Cogent Partners’s Miller said we may be seeing a “pricing stalemate” that could be a factor in the recent deal slowdown. “Buyers want a discount, but sellers want to sell at 90 percent of NAV or better,” said Miller. “People aren’t bearish, but they aren’t bullish either.”

Looking ahead to 2013, prices are likely to stay where they are or improve somewhat, because of record fundraising by the leading secondary firms in the last year and a half. Strong fundraising means that these firms have plenty of cash on hand to make deals.

Fundraising Strong

Indeed, AXA Private Equity and Lexington Partners recently raised the two largest secondary funds in history.

In June 2012, AXA Private Equity raised $7.1 billion for its record-breaking AXA Secondary Fund V LP, edging out Lexington Partners’s Lexington Capital Partners VII LP, which raised $7 billion in late 2011. Also in 2012, Coller Capital closed a $5.5 billion secondary fund, Coller International Partners VI LP. All three funds closed above their initial targets. The largest secondary funds in the market include the Goldman Sachs Vintage Fund VI LP, which is seeking to raise $5 billion and the HarbourVest Dover Street VIII LP, which is seeking $3 billion.

With his new fund, AXA Private Equity’s Verbrugghe said firms like his were now energetically seeking deals. “The market is very active in both Europe and the U.S. The strong deal flow means we can be very selective and cherry pick the assets that we like,” he said. “We think there will soon be some $1 billion-plus purchases.”

Of course, one of the main reasons for the recent fundraising success of secondary funds is their strong record of returns. That, and the opportunity they offer investors to diversify their portfolios among vintage years.

The median net IRR for secondary funds in the Buyouts returns database is 9.8 percent, based on a group of 29 funds spanning vintages 1990 to 2007 that provide IRRs. The median return multiple for 38 secondary funds that provided multiples, meanwhile, was 1.3x. The median IRR for top-quartile secondary funds was 24.5 percent, while the bottom-quartile median for secondary funds was 5 percent.

For comparison, domestic buyout funds in the Buyouts returns database delivered a 9.4 percent median among all funds with vintages through 2007. The median top-quartile buyout fund returned 16.2 percent, while the median bottom-quartile fund returned 2.4 percent net IRR.
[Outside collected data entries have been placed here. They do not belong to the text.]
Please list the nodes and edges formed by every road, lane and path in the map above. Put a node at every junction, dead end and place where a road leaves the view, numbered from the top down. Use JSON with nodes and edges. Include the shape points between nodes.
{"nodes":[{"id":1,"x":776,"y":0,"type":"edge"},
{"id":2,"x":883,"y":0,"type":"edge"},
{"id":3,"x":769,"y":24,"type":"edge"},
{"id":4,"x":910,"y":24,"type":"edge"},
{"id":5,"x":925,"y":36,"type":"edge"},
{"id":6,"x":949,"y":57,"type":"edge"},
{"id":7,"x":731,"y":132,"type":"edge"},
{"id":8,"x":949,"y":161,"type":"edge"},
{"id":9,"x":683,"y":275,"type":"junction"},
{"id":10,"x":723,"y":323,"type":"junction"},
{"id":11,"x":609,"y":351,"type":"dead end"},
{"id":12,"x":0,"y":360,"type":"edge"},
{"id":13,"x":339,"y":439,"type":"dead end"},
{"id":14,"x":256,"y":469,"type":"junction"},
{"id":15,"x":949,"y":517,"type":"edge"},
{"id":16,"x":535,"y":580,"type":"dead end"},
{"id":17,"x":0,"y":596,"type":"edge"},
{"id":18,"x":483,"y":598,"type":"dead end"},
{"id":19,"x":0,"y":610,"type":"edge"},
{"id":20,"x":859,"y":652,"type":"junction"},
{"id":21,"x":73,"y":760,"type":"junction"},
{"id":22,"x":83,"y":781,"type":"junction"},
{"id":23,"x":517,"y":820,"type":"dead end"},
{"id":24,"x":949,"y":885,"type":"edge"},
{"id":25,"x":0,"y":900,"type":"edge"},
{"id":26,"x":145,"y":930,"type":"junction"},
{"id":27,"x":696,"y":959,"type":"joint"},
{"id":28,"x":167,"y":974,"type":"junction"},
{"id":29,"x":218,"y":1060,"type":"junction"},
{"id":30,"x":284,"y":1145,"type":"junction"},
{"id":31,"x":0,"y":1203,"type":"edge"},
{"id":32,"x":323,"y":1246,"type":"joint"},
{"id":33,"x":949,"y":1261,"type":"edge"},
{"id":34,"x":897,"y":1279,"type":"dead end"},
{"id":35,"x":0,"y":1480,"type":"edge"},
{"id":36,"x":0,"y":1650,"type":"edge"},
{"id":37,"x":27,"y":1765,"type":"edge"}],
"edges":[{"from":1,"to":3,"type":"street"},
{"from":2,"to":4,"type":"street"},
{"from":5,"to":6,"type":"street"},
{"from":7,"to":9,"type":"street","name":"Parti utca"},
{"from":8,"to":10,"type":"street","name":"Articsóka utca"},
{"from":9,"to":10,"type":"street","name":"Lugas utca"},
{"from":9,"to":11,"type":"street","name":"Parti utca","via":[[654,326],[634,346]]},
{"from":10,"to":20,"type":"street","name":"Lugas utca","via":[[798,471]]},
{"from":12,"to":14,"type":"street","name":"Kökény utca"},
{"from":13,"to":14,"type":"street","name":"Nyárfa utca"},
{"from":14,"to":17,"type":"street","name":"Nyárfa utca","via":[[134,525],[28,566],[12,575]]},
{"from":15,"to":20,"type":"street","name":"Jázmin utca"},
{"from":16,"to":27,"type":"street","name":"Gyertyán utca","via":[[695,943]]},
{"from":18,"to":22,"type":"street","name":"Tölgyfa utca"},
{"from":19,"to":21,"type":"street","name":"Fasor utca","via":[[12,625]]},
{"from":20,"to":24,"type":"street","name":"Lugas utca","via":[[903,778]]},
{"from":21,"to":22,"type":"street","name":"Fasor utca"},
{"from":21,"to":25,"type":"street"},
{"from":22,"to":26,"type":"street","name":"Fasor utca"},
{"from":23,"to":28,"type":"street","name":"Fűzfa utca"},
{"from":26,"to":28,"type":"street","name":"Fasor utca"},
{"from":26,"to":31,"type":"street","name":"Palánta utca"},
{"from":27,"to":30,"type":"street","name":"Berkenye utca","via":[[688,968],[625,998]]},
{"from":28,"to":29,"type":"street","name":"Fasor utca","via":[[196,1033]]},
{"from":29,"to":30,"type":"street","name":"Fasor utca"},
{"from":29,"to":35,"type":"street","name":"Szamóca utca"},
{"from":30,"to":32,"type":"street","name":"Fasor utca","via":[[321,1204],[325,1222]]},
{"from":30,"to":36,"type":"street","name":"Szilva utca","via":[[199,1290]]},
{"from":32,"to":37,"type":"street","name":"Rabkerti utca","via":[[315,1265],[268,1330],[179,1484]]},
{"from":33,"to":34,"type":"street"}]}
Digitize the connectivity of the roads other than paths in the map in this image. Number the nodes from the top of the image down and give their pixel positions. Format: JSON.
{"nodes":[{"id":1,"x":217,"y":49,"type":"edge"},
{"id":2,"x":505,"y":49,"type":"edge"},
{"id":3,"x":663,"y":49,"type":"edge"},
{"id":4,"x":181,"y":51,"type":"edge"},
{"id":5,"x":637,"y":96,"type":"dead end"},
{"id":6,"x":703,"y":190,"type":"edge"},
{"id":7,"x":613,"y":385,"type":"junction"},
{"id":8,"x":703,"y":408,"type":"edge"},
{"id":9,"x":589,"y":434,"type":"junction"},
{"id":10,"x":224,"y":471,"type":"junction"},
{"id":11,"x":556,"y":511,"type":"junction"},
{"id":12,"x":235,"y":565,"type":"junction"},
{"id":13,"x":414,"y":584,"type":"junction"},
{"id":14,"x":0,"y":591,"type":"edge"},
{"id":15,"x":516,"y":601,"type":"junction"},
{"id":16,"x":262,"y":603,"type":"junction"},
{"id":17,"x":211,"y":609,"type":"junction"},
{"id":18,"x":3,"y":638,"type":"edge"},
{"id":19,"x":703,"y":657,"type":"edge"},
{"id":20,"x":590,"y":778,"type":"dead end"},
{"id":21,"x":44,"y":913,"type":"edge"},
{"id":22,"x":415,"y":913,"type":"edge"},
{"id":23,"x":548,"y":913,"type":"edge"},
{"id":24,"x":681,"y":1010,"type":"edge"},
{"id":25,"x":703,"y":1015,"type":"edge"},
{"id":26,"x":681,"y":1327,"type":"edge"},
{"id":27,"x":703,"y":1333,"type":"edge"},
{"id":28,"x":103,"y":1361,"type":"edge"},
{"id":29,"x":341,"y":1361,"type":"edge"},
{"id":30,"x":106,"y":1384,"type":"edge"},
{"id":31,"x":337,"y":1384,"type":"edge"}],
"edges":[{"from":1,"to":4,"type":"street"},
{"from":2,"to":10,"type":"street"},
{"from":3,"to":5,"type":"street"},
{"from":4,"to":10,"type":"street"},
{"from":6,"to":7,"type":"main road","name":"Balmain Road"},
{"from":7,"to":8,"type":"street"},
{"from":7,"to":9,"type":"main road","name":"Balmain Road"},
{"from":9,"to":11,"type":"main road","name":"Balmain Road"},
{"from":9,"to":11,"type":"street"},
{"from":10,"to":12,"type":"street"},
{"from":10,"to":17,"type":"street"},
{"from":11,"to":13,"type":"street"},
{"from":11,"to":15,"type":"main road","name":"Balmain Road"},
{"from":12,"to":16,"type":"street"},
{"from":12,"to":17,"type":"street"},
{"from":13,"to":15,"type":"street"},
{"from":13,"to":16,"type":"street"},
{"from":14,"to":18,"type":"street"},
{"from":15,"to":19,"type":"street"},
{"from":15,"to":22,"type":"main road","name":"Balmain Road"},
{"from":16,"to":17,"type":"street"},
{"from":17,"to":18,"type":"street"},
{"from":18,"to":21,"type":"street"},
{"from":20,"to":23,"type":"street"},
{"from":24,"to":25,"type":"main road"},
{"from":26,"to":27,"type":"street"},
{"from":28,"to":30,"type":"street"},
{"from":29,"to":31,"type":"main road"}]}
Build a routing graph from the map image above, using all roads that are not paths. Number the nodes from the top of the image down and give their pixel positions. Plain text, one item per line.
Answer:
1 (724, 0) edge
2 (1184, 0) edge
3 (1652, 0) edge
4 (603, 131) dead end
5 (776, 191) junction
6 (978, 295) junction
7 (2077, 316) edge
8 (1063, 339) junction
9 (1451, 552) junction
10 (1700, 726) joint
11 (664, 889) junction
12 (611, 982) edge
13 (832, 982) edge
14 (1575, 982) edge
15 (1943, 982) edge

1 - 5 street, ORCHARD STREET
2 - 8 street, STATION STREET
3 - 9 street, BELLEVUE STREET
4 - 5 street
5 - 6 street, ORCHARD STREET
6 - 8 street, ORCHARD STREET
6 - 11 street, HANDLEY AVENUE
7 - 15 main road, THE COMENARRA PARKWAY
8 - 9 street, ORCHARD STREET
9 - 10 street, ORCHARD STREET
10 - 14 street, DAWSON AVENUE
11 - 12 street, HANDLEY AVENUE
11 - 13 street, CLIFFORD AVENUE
And who are the investors seeking these kinds of returns? AXA’s Fund V received pledges of $125 million from New York City’s Bureau of Asset Management, $100 million from the Florida Board of Administration and $75 million from the Pennsylvania State Employees’ Retirement System. Lexington’s Fund VII received commitments of $100 million from the Minnesota State Board of Investments, $75 million from the United Nations Joint Staff Pension Fund and $15 million from the Montana Board of Investments. Coller’s Fund VI had received pledges of $100 million each from the California State Teachers’ Retirement System and the Louisiana State Employees’ Retirement System, $75 million from the New Mexico State Investment Council and $50 million from the State of Wisconsin Investment Board.

HarbourVest’s Dover Street VIII LP, which is still actively raising money, received $40 million from the Nebraska Investment Council and $25 million from the Vermont Pension Investment Committee. Adams Street Partners Global Secondary Fund V LP, which is currently seeking to raise $750 million, has received pledges of $100 million from the Minnesota State Board of Investment and $20 million from the Illinois State Universities Retirement System.